Quote the records in full and leave their pictures out.
- - - - - - -
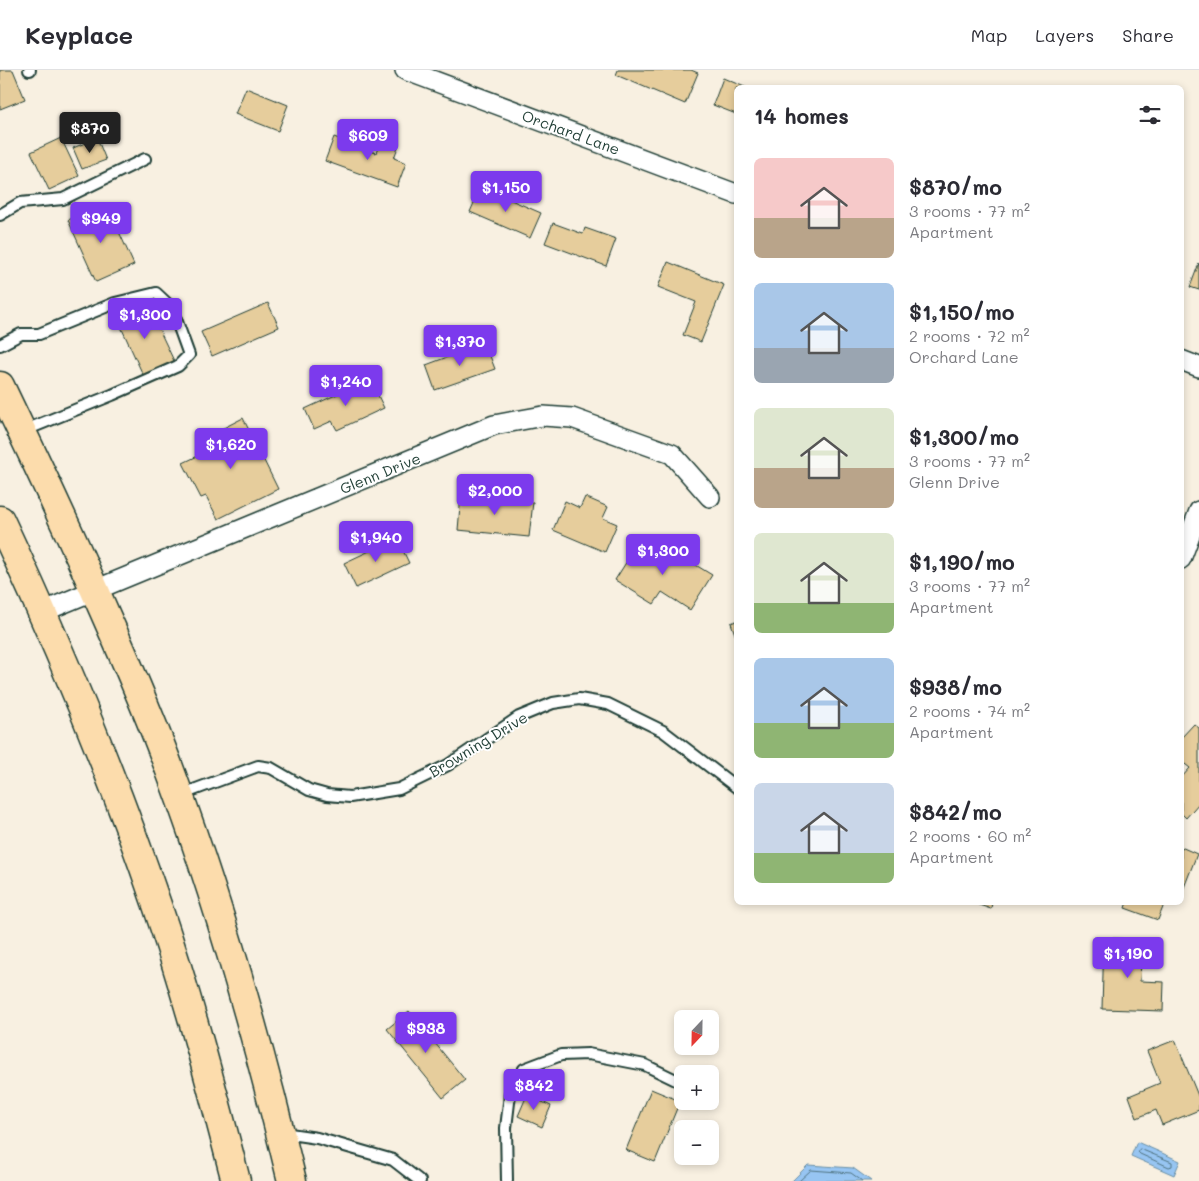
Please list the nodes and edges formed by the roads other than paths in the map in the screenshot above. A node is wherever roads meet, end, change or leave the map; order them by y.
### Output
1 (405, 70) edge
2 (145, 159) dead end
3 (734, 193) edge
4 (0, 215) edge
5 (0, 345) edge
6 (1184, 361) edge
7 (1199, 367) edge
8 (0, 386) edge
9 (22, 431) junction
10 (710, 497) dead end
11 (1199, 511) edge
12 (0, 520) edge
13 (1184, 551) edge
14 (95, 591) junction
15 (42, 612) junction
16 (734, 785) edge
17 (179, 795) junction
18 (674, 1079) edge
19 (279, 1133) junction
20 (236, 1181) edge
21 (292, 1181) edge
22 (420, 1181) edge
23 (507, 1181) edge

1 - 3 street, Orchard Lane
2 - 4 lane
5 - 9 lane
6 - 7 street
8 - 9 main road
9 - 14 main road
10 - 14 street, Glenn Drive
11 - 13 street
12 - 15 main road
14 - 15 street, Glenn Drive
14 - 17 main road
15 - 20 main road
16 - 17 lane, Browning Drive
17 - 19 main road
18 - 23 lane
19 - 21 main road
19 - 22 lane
- - - - - - -
Worked solution:
Please list the nodes and edges formed by the roads other than paths in the map in the screenshot above. A node is wherever roads meet, end, change or leave the map; order them by y.
### Output
1 (405, 70) edge
2 (145, 159) dead end
3 (734, 193) edge
4 (0, 215) edge
5 (0, 345) edge
6 (1184, 361) edge
7 (1199, 367) edge
8 (0, 386) edge
9 (22, 431) junction
10 (710, 497) dead end
11 (1199, 511) edge
12 (0, 520) edge
13 (1184, 551) edge
14 (95, 591) junction
15 (42, 612) junction
16 (734, 785) edge
17 (179, 795) junction
18 (674, 1079) edge
19 (279, 1133) junction
20 (236, 1181) edge
21 (292, 1181) edge
22 (420, 1181) edge
23 (507, 1181) edge

1 - 3 street, Orchard Lane
2 - 4 lane
5 - 9 lane
6 - 7 street
8 - 9 main road
9 - 14 main road
10 - 14 street, Glenn Drive
11 - 13 street
12 - 15 main road
14 - 15 street, Glenn Drive
14 - 17 main road
15 - 20 main road
16 - 17 lane, Browning Drive
17 - 19 main road
18 - 23 lane
19 - 21 main road
19 - 22 lane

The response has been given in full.